Tony Harrison, Jr. had recently had a FaceTime conversation with Leo Hall, a promising boxer from Toledo, Ohio who had trained with Tony and his father at their gym in Detroit.
“We talked about him getting himself back on the right track with the sport,’’ Harrison said. “And now, just like that it’s all over.’’
Early Saturday morning Hall passed away after getting shot in an alleged robbery in Toledo, according to his father, Leo Hall, Sr. Hall said police are still investigating the details surrounding his son’s death.

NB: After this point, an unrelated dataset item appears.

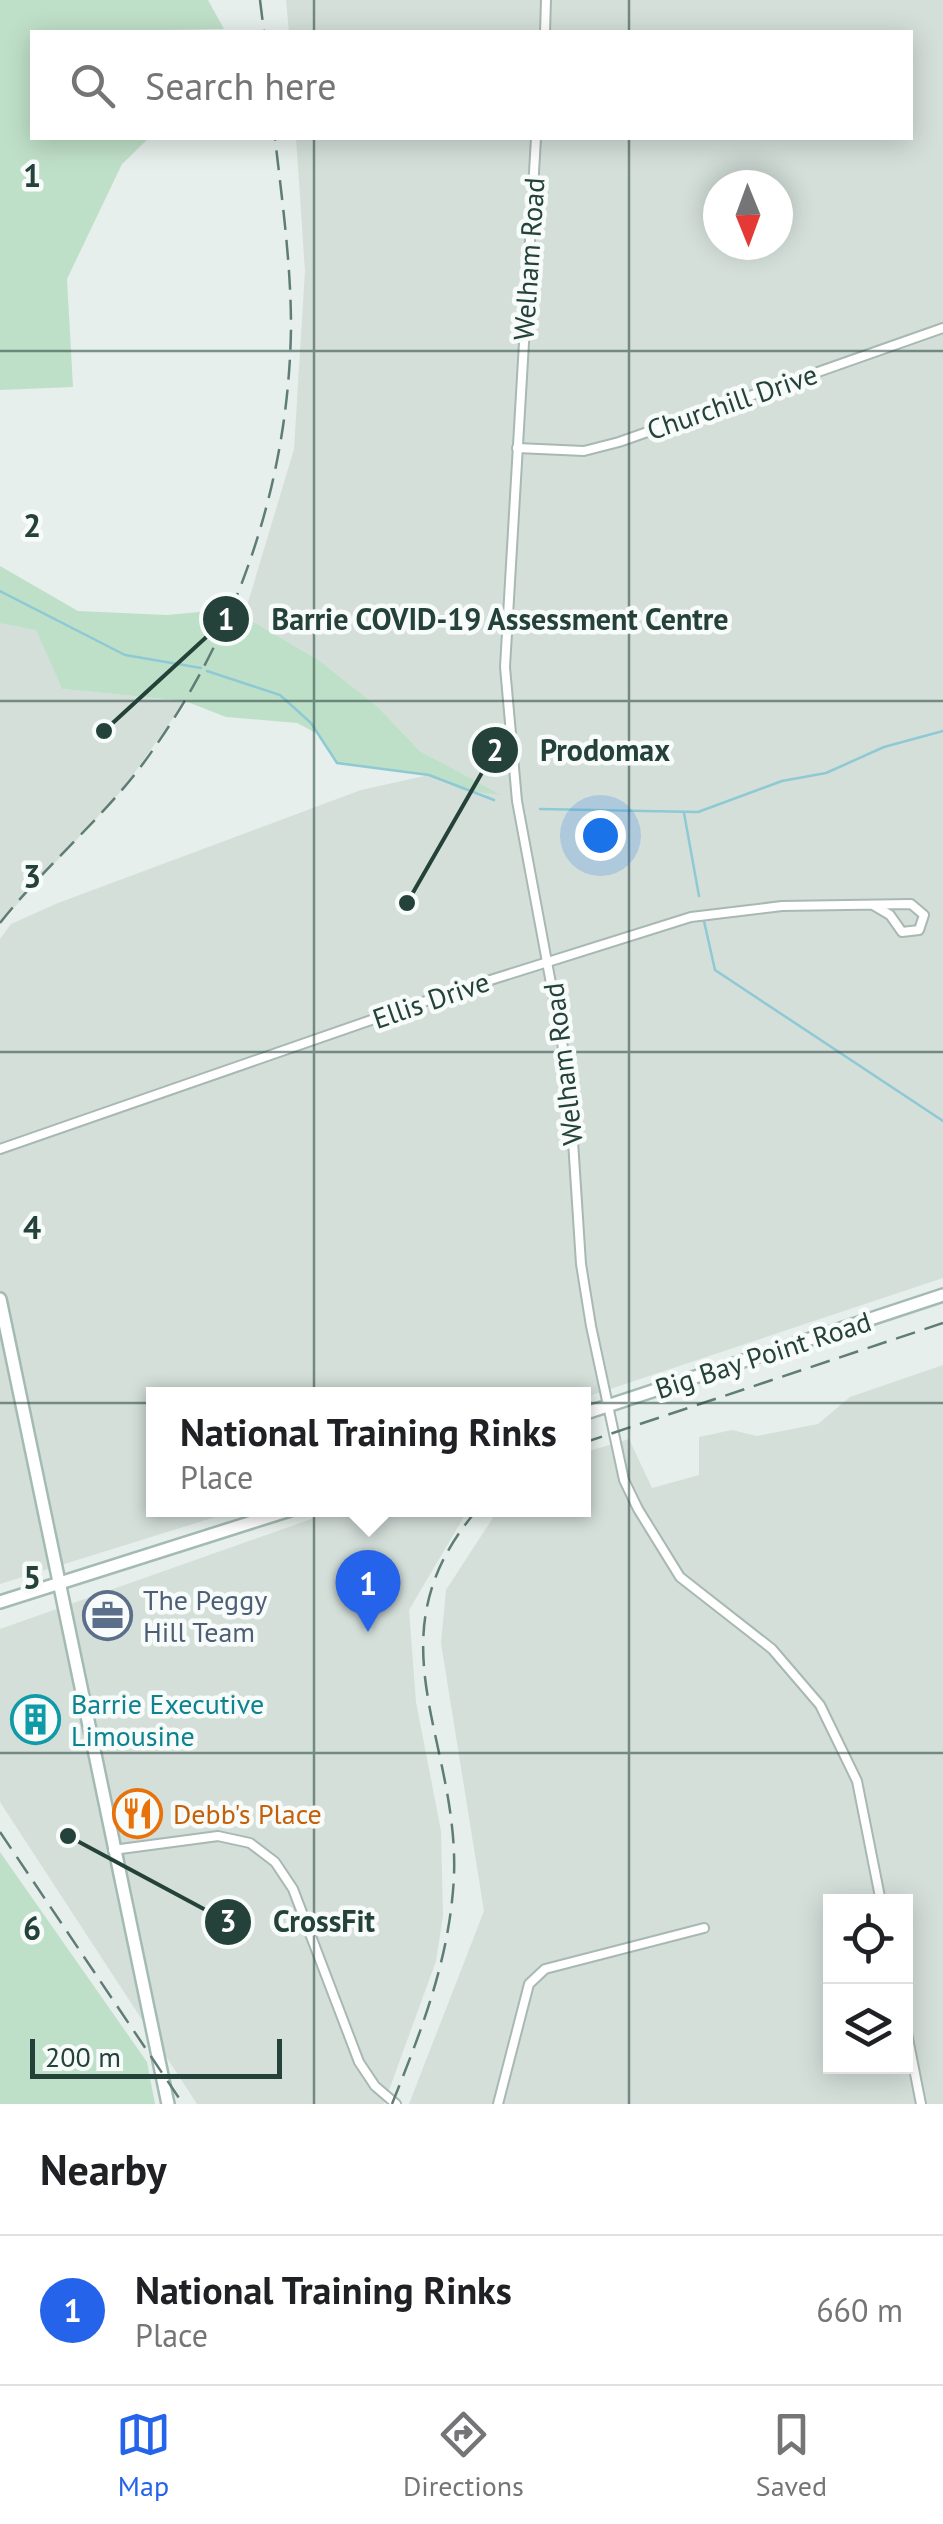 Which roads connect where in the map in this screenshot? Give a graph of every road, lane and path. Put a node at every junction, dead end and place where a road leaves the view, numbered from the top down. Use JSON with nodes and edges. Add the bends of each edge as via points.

Hall, who would have turned 24 on Dec. 13, was a light heavyweight prospect with a record of 8-2 with 7 knockouts. He last fought Earl Newman in 2016, losing a unanimous decision on a card in Reading, Pennsylvania.
Leo, Sr. said his son was planning to get back into the gym in three days to start training for a comeback.
“He was going to go back to Detroit to work with Tony Harrison at his gym and then go down to Washington D.C. to train (at Head Bangers Gym)," he said. “This is just hard on everybody, because he was just getting back into it, getting back on the right track."
Hall injured his wrist in training soon after his fight against Newman and had to take some time off to let it heal. He had continued to work out sporadically with Harrison in Detroit.
Harrison had grown close to Hall in the two years that he worked with Harrison and his father in Detroit – a 30 minutes drive from Toledo. Harrison was still reeling from the news of Hall’s death on Saturday afternoon.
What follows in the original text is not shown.